I think he said “fad”; I stopped at the “scratched knees.” From that moment, until I got to the seminary, I didn’t see a woman in the street that I didn’t want to fall; some I guessed were wearing their stockings well stretched, with tight garters … Maybe there were some who weren’t even wearing stockings … But I saw them with them on … Or… It’s also possible…
I intersperse this with ellipses, to give an idea of my thoughts, which were diffuse and confused in just this manner; but I am probably not conveying what I mean. My head was hot, and I felt unsteady on my feet. In the seminary, the first hour was unbearable. The cassocks began to look like skirts, and brought back the lady’s fall. It was no longer just one that fell; every one I met in the street now showed me her blue garters in a flash: they were blue. At night, I dreamt of them. A multitude of abominable creatures started walking round me, tick-tack, tick-tack … They were beautiful, some slim, others plump, and all of them as agile as the devil.
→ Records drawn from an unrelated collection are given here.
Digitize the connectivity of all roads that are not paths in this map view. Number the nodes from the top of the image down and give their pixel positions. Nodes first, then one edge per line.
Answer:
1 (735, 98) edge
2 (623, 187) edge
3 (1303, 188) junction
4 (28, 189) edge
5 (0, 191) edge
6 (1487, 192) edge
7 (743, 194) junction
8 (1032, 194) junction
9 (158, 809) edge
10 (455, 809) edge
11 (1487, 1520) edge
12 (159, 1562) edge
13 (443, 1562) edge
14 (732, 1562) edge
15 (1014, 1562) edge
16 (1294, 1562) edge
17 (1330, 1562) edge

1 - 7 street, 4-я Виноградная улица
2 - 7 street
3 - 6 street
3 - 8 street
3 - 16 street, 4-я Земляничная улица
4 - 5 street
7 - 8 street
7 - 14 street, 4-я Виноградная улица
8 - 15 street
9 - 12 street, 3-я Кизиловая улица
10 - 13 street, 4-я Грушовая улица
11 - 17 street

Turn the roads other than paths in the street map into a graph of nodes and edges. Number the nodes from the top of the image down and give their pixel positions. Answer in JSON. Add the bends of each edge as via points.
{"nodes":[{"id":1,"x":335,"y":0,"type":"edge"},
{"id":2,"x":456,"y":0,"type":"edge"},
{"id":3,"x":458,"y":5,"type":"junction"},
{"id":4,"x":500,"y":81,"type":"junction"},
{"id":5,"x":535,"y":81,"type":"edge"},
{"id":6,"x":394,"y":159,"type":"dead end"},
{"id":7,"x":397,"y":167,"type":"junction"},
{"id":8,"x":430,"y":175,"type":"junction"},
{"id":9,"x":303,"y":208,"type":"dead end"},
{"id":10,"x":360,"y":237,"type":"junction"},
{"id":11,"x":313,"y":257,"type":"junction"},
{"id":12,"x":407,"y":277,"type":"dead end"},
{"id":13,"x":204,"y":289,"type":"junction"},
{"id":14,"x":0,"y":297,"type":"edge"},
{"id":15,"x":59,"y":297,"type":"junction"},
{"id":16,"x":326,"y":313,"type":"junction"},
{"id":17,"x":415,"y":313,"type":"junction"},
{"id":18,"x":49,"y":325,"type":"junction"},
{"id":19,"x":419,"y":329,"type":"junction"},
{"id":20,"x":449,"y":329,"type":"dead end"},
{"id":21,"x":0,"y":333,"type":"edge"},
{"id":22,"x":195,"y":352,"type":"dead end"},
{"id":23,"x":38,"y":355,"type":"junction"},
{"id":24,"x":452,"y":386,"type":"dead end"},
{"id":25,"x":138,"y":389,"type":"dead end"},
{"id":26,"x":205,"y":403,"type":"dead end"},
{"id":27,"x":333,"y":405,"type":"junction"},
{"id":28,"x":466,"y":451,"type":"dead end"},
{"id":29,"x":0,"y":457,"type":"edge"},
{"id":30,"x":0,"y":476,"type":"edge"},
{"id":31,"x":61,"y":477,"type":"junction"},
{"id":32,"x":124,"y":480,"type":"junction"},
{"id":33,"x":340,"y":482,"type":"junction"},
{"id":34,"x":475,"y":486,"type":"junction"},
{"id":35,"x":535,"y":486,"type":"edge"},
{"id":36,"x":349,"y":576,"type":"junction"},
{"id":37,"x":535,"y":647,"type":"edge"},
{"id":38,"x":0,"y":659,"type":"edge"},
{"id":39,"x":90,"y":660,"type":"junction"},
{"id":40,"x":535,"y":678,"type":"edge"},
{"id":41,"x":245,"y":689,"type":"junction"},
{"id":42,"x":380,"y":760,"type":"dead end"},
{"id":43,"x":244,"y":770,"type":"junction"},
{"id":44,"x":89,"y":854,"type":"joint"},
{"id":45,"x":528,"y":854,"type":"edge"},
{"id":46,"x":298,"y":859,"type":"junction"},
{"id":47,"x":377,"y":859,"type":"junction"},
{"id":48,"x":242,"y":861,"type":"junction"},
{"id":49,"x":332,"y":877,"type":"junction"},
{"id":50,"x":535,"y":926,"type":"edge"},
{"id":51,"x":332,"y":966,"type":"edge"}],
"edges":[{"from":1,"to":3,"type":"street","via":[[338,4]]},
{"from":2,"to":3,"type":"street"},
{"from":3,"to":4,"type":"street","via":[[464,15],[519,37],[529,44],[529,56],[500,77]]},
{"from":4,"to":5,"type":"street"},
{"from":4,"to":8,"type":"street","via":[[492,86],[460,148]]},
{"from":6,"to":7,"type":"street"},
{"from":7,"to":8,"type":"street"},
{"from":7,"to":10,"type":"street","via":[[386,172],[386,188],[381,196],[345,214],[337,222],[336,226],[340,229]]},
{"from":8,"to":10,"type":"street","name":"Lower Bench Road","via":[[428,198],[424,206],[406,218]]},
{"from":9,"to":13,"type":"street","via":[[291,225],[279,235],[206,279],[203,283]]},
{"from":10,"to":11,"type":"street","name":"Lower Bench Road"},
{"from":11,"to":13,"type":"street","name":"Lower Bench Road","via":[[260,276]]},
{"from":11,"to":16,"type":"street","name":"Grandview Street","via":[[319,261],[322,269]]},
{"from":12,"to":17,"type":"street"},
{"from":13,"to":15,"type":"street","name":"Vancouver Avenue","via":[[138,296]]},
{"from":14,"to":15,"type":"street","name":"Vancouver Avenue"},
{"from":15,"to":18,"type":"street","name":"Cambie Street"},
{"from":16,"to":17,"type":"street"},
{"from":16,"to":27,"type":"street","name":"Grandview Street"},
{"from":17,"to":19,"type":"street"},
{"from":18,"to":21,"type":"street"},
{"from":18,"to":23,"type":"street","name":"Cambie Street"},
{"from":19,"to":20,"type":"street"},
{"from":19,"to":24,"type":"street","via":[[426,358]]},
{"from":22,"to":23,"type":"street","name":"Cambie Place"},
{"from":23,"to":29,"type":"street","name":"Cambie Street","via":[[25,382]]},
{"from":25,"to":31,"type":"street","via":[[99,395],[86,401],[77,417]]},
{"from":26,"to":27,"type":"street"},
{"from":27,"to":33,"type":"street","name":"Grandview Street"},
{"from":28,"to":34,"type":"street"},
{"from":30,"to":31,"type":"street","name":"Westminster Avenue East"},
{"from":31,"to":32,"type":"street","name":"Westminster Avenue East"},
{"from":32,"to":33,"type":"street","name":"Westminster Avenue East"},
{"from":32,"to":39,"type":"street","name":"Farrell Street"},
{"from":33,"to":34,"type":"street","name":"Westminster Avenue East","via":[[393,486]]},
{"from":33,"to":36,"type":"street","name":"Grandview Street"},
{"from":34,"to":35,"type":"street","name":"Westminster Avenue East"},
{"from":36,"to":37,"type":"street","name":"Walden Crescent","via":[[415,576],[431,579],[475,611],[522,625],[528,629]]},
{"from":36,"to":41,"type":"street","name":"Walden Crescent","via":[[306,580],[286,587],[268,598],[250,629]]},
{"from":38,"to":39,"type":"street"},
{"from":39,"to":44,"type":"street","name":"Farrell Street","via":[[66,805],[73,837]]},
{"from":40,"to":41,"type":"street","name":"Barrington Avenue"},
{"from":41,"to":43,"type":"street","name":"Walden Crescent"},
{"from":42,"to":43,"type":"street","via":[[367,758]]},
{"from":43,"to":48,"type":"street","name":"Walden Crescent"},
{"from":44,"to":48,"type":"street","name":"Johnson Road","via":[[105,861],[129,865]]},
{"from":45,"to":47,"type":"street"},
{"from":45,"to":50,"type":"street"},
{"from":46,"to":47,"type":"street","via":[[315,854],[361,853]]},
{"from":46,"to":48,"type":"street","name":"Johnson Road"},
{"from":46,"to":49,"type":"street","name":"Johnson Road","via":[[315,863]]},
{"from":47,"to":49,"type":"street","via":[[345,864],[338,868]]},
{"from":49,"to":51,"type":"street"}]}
I woke up, and tried to drive them away with curses and other methods, but as soon as I went back to sleep they came back, and hand in hand around me, they made a vast circle of skirts, or, mounted in the air, rained legs and feet on my head. It went on like this till dawn. I could sleep no longer, and prayed paternosters, ave marias and credos. Since this book is the unvarnished truth, I have to confess that I had to interrupt my prayers to accompany a faraway figure, tick-tack, tick-tack… I hurriedly went back to my prayer, always picking it up in the middle to get it right, as if there had been no interruption, but no doubt I didn’t start where I had left off.
Since the evil continued into the early morning, I tried to defeat it, but in such a way that I wouldn’t lose it altogether. Wise men of the Scriptures, divine what I did. This was the answer: since I could not turn these images away from me, I had recourse to a treaty between my conscience and my imagination. These female visions would from now on be thought of as simple incarnations of the vices, and for that very reason susceptible of contemplation, as the best way of tempering the character and of arming it for the harsh struggles of life. I didn’t formulate this in words, nor was it necessary to do so; the contract was made tacitly, with some repugnance, but it was made. And for some days, it was I myself who called up these visions to strengthen myself, and did not reject them until they themselves went away exhausted.